O Doador é maior do que todos os Seus dons, mas deve haver uma fé pessoal e que se apropria para que qualquer um de nós desfrute dEle. Só assim podemos particularizar o que é geral. Deus é o Deus de toda a graça a todos os santos, mas a fé tem que ser dirigida individualmente em direção a Deus por mim, se devo conhecer e deliciar-me nEle, no que Ele realmente é. Temos um exemplo disso no Salmo 59, onde Davi declarou: “O Deus da minha misericórdia virá [ou “antecipará”] ao meu encontro” (v. 10). Aqui nós o encontramos apropriando-se de Deus para si mesmo, pessoalmente. Observe, em primeiro lugar, como Davi se apega à misericórdia essencial de Deus, daquela misericórdia que está incorporada em Sua própria natureza.
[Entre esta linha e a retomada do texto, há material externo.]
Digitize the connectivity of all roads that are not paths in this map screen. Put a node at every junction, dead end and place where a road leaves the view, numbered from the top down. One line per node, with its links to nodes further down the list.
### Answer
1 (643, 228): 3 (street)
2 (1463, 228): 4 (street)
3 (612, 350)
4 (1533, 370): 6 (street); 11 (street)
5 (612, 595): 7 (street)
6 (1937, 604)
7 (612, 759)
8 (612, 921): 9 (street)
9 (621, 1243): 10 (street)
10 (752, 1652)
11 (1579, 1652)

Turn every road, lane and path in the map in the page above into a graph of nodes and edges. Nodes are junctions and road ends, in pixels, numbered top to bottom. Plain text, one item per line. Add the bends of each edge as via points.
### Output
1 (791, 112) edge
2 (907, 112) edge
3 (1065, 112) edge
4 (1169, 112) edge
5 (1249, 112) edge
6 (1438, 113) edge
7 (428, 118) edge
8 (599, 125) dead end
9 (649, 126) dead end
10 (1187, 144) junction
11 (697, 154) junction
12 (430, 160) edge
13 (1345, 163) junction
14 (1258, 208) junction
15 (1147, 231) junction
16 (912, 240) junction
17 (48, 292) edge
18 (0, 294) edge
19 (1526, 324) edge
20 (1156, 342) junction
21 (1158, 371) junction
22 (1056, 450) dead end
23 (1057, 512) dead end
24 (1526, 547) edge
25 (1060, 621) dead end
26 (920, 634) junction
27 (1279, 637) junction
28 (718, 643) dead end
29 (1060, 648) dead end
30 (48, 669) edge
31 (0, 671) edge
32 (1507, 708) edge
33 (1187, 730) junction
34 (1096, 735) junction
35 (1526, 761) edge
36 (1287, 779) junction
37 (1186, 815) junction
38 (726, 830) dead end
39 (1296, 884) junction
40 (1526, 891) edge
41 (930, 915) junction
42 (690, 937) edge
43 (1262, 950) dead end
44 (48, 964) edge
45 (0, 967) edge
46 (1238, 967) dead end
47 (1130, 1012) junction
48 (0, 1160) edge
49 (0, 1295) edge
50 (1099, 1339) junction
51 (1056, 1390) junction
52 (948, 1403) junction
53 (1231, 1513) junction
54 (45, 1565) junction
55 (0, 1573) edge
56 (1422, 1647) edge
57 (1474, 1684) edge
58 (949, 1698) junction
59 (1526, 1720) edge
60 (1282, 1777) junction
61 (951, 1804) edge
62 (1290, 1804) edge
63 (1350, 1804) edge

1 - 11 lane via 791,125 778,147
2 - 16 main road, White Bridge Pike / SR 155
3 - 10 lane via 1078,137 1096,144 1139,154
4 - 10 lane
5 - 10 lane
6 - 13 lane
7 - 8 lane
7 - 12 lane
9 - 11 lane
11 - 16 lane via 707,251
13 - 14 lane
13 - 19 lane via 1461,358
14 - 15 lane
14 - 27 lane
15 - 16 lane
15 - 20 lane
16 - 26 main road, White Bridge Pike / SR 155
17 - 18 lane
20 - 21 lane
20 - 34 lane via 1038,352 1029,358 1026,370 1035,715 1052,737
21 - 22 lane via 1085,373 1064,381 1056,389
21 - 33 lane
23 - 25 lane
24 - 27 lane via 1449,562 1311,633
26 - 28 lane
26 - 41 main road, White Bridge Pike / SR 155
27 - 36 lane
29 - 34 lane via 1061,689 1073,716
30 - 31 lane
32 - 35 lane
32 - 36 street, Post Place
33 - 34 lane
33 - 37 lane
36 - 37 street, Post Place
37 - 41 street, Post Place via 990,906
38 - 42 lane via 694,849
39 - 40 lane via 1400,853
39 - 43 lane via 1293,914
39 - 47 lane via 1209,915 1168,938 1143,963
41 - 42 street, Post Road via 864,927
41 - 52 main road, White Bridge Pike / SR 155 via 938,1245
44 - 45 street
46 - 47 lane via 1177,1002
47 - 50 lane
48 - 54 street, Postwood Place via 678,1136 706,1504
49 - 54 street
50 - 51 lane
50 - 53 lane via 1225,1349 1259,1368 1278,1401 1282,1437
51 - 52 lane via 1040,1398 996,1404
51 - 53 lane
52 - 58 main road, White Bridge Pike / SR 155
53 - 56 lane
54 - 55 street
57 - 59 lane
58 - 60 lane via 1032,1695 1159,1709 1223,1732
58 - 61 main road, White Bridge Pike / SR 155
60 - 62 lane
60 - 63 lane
Ele exulta novamente no versículo 17: “A ti, ó fortaleza minha, cantarei salmos; porque Deus é a minha defesa e o Deus da minha misericórdia”. O Deus de toda graça é a minha força. Ele é o meu Deus, e, portanto, o Deus da minha misericórdia. Eu reivindico a Ele como tal; toda a misericórdia que há nEle é minha. Uma vez que Ele é o meu Deus, então tudo o que há nEle é meu. Foi, afinal, a misericórdia e a graça que estão nEle que O levou a colocar Seu amor sobre mim e entrar em aliança comigo, dizendo: “Eu serei seu Deus, e ele será meu filho” (Apocalipse 21:7). […].

 

Assim, vemos que a misericórdia de Deus deve ser empregada em nosso nome, na hora de nossa necessidade, como se cada um de nós fosse Seu único filho. Tão certo como herdamos a culpa e misérias das transgressões de Adão, nós que estamos em Cristo, temos posse de todas de graça e misericórdia de Deus.

 

Além disso, observa-se que Davi se apodera da intencional misericórdia Deus. Cada santo indivíduo tem nomeada e atribuída a ele o que ele pode chamar de “minha misericórdia”. Deus separou em Seu decreto uma porção tão abundante que nunca pode ser esgotada tanto por seus pecados ou por suas necessidades. “O Deus da minha misericórdia virá ao meu encontro”. Desde toda a eternidade Ele antecipou e fez antecipada provisão integral para todas as minhas necessidades, assim como um pai sábio tem uma farmácia preparada com remédios para as doenças de seus filhos. “E será que antes que clamem eu responderei; estando eles ainda falando, eu os ouvirei” (Isaías 65:24). Que maravilhosa condescendência é que Deus torne isso uma característica de Si mesmo, de forma que Ele se torne o Deus da misericórdia de cada filho Seu, em particular!

 

Finalmente, lancemos mão de Sua misericórdia distribuída, a qual é, na verdade, derramada sobre nós a cada momento. Aqui, também, o crente tem toda ocasião para dizer: “O Deus da minha misericórdia”, pois todas as bênçãos usufruídas por mim fluem de Sua mão. Este não é um título vazio dEle, pois o fato do uso de Davi do que é registrado para nós na Sagrada Escritura garante que Ele o fará bem. Quando eu o uso em verdadeira fé e dependência como de criança sobre Ele, Ele Se compromete a cuidar dos meus interesses, em todos os sentidos. Ele não somente é o meu Deus pessoalmente, mas também o das minhas necessidades.